→ Task description
Look through the data below and, wherever a line carries the word "hidden", please copy that line.

→ Data extract
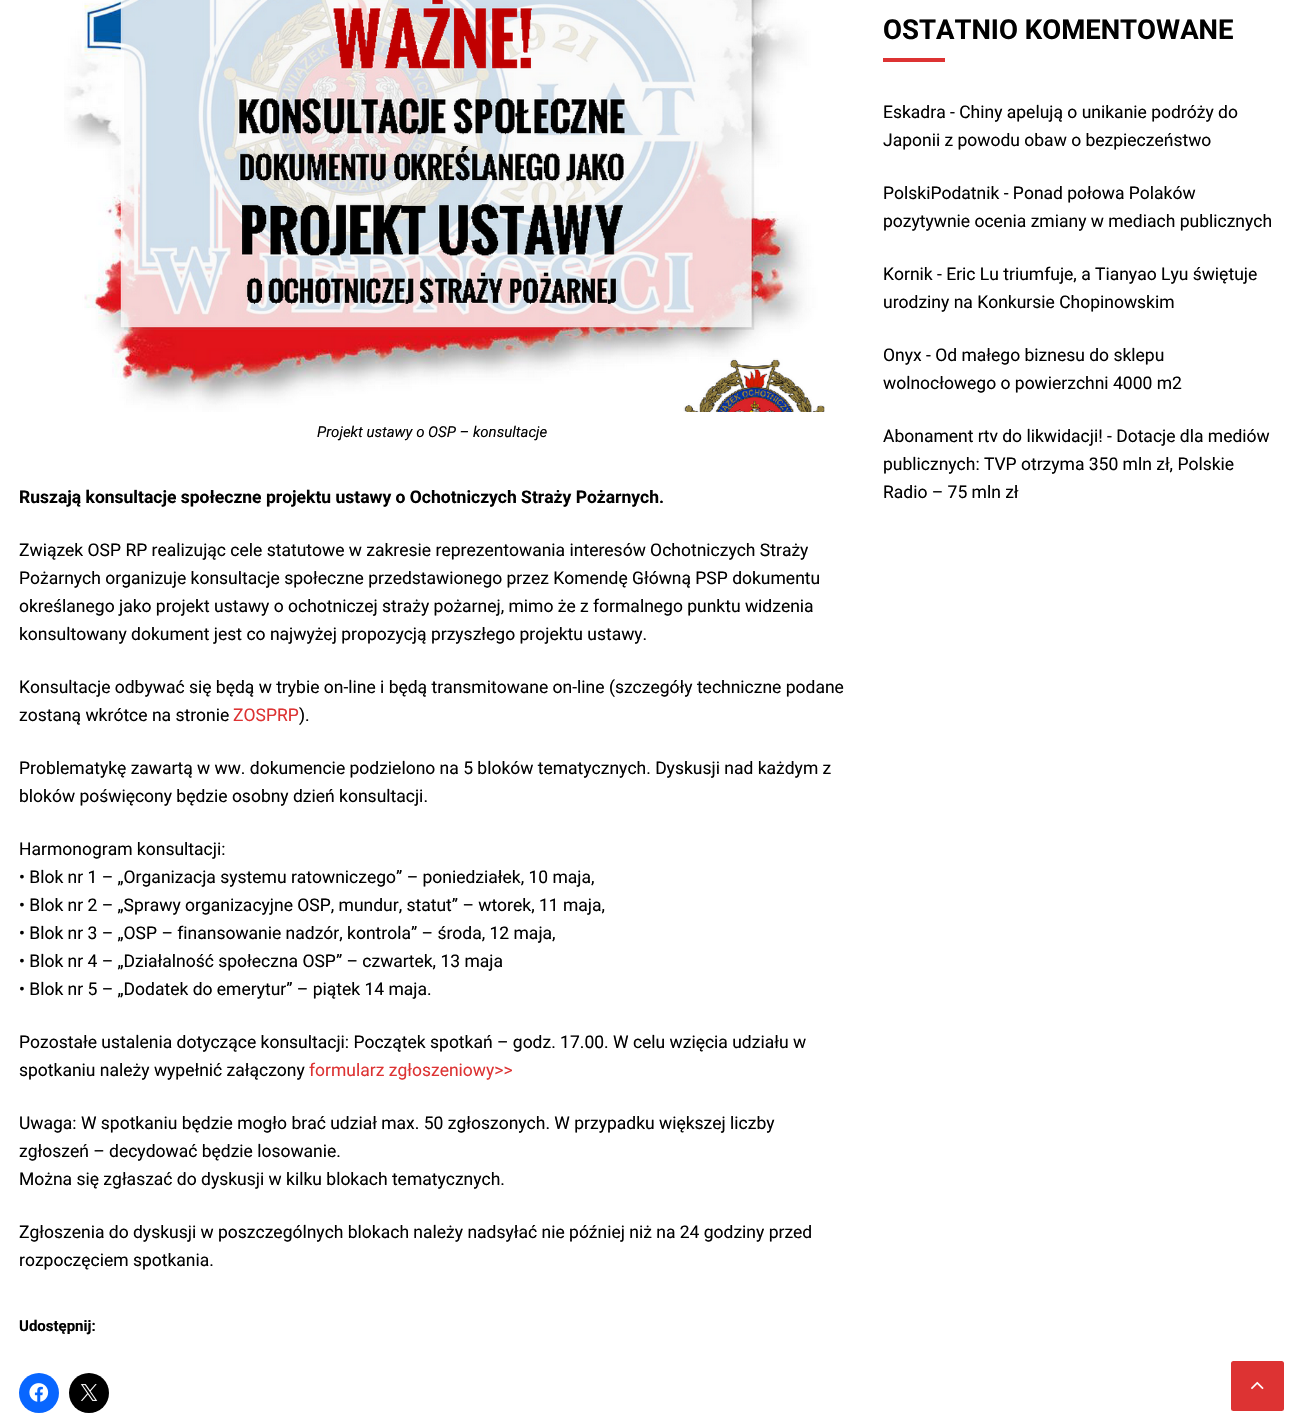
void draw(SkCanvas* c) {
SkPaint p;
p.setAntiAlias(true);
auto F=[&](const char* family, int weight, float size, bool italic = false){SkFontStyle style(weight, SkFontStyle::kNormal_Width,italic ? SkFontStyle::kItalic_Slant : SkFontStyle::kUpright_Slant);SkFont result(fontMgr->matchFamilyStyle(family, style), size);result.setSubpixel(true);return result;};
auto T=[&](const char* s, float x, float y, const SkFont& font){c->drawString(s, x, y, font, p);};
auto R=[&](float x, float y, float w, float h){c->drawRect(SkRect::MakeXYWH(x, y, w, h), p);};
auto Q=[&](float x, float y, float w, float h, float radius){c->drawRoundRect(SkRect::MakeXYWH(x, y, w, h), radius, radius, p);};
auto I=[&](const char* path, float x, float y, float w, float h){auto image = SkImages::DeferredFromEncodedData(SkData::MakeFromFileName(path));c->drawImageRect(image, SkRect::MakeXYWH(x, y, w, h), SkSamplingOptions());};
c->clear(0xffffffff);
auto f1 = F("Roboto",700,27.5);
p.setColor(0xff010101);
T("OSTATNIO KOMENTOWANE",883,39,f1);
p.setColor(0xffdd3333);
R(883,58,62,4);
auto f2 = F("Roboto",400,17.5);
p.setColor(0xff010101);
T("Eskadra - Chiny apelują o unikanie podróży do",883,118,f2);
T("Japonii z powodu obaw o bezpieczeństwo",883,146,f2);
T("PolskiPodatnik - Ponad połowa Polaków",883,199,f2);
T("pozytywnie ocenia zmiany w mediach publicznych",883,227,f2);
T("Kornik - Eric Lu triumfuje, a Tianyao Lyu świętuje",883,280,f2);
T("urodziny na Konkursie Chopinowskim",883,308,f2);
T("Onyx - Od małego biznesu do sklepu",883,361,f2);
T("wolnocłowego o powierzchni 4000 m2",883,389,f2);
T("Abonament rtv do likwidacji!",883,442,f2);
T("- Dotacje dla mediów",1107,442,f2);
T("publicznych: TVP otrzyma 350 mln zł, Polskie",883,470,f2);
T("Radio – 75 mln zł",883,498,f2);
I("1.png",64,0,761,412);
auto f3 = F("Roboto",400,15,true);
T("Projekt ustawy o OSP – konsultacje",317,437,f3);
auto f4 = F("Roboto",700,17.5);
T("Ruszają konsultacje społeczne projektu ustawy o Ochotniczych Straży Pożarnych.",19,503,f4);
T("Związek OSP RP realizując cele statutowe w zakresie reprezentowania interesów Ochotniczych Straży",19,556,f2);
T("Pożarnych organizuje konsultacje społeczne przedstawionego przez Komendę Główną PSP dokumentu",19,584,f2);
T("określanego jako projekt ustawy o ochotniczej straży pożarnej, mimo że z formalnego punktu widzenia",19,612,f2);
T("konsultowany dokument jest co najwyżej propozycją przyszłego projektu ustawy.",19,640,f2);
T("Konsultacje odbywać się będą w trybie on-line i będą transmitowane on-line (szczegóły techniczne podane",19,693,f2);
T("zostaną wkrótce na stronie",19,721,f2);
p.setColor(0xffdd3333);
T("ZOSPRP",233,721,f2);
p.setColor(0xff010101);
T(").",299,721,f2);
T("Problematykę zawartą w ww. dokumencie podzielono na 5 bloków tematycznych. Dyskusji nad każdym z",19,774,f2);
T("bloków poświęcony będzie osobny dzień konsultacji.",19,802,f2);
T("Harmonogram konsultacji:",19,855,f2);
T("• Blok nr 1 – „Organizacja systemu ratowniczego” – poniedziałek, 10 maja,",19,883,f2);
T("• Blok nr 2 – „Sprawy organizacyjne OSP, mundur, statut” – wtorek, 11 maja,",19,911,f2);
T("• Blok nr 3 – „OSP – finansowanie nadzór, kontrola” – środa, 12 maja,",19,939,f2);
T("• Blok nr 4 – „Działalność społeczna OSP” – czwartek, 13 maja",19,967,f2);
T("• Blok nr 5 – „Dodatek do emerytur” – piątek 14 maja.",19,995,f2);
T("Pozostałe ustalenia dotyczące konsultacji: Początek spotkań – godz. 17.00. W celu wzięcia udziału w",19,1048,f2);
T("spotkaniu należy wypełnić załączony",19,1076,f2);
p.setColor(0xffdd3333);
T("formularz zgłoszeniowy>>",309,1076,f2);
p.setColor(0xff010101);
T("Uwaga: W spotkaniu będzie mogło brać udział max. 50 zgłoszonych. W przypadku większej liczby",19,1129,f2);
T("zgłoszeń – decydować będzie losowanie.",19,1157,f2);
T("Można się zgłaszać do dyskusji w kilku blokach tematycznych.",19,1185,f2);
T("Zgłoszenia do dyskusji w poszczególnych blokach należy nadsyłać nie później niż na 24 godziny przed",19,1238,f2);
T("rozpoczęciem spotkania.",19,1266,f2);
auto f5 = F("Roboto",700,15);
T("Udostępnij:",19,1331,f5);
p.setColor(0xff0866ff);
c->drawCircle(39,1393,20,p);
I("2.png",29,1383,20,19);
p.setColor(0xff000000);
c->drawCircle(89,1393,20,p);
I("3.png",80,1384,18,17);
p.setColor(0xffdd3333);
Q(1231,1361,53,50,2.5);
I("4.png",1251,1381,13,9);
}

...

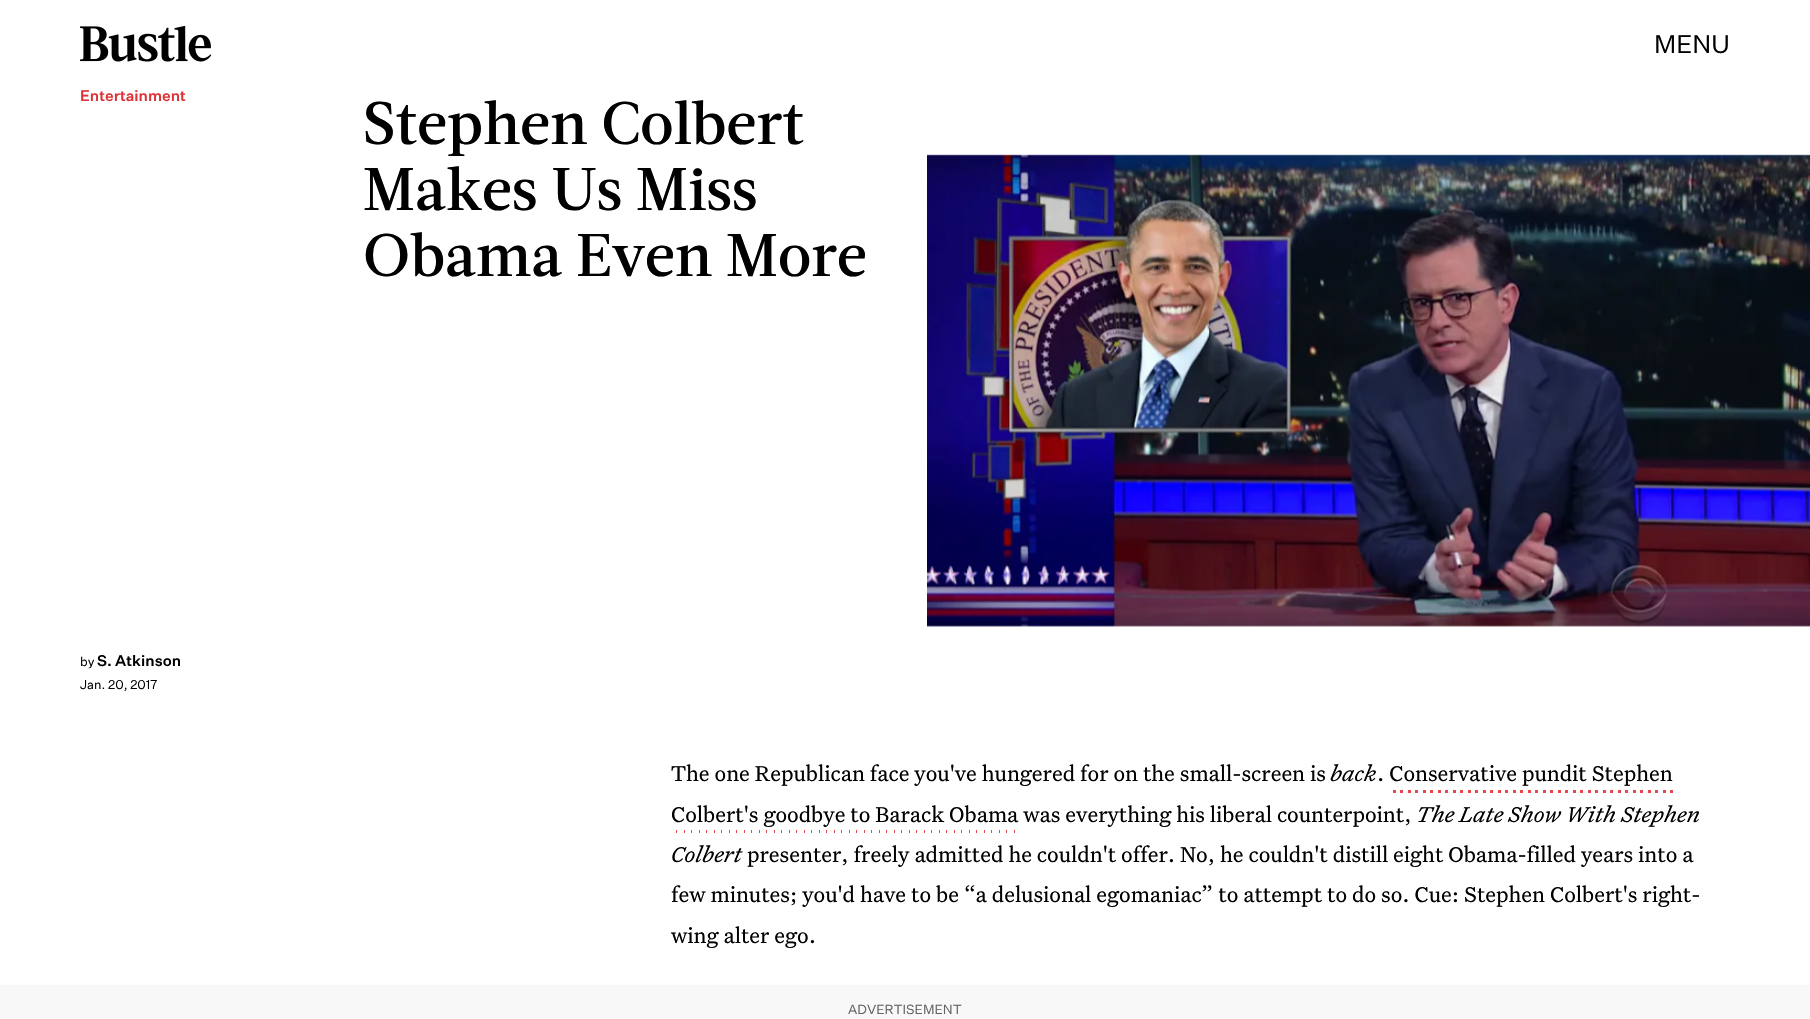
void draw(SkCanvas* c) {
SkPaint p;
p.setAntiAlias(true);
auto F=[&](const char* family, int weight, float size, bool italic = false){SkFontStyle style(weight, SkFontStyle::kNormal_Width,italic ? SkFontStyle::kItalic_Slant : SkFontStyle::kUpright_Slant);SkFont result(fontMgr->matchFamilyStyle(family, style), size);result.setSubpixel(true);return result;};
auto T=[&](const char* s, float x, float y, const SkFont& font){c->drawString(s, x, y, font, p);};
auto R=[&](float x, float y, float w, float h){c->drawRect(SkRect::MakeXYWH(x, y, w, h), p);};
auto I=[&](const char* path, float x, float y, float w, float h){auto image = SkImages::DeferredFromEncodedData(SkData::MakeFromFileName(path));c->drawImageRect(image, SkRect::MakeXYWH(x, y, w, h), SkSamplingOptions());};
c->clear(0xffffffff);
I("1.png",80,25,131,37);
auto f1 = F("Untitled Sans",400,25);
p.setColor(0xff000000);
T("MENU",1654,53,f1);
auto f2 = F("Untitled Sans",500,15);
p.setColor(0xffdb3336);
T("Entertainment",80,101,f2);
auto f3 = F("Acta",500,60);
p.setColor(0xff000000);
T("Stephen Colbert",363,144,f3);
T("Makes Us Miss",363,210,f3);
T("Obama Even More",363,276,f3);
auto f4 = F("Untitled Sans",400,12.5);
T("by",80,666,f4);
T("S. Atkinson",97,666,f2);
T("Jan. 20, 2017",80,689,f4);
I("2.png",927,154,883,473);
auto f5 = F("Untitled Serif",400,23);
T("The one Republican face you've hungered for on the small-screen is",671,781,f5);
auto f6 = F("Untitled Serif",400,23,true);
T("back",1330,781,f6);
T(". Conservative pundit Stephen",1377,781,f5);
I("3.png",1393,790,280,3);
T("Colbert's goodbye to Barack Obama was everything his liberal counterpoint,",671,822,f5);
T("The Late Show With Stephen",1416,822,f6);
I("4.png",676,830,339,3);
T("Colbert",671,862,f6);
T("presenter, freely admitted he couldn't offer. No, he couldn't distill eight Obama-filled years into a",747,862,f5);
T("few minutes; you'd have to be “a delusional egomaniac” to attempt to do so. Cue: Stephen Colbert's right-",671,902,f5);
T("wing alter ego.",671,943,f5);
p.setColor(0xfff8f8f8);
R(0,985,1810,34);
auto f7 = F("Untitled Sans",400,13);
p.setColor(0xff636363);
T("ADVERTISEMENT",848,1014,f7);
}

* * *

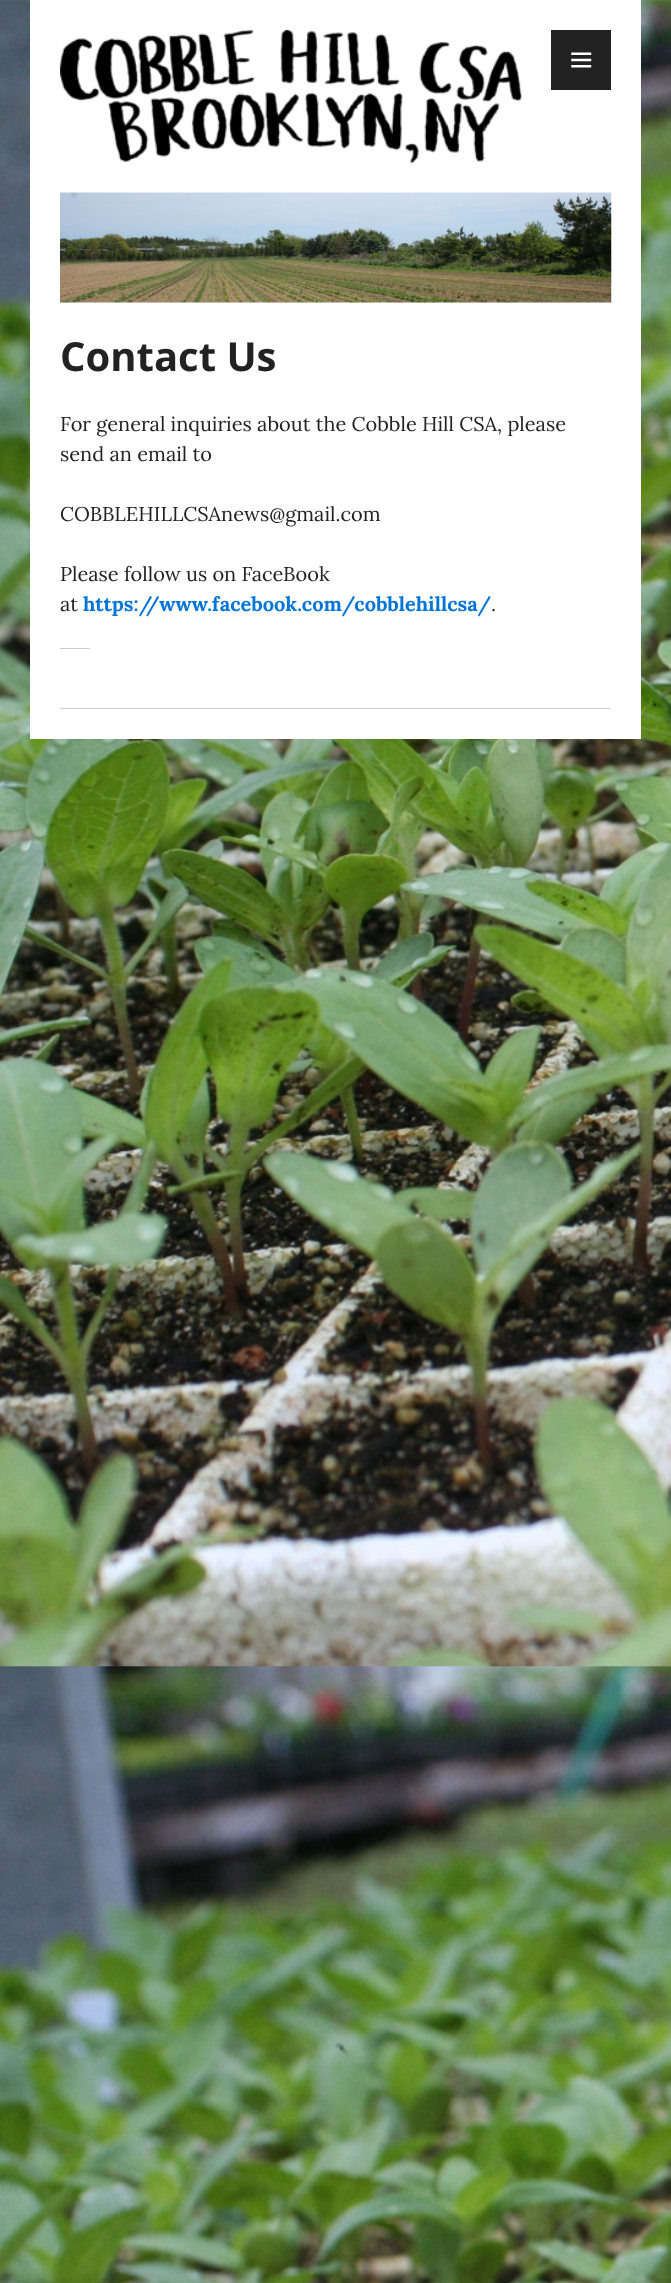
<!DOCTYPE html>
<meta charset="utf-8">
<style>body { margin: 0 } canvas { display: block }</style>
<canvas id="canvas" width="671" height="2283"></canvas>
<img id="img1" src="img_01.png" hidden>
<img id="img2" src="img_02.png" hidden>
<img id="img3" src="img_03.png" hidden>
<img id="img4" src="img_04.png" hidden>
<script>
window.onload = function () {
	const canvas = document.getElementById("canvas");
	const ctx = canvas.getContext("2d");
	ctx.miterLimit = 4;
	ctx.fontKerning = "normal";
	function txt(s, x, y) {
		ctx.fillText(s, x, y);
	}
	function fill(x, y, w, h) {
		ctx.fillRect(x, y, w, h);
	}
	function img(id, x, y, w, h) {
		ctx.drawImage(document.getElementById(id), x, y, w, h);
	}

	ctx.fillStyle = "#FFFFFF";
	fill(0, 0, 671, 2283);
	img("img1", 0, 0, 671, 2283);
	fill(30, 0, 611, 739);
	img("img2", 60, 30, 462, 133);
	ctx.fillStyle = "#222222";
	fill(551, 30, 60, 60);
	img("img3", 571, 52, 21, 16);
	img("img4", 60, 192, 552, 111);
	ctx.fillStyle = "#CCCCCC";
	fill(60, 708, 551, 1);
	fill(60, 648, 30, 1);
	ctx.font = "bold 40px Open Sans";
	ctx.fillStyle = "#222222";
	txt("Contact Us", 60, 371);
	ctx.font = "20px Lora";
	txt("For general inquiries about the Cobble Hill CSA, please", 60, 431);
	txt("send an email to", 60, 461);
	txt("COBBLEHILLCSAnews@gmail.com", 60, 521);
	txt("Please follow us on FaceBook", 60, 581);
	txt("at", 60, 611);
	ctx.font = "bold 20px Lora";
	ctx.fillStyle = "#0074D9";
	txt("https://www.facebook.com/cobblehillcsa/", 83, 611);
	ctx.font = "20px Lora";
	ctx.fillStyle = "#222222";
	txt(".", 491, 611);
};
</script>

→ Answer section
<img id="img1" src="img_01.png" hidden>
<img id="img2" src="img_02.png" hidden>
<img id="img3" src="img_03.png" hidden>
<img id="img4" src="img_04.png" hidden>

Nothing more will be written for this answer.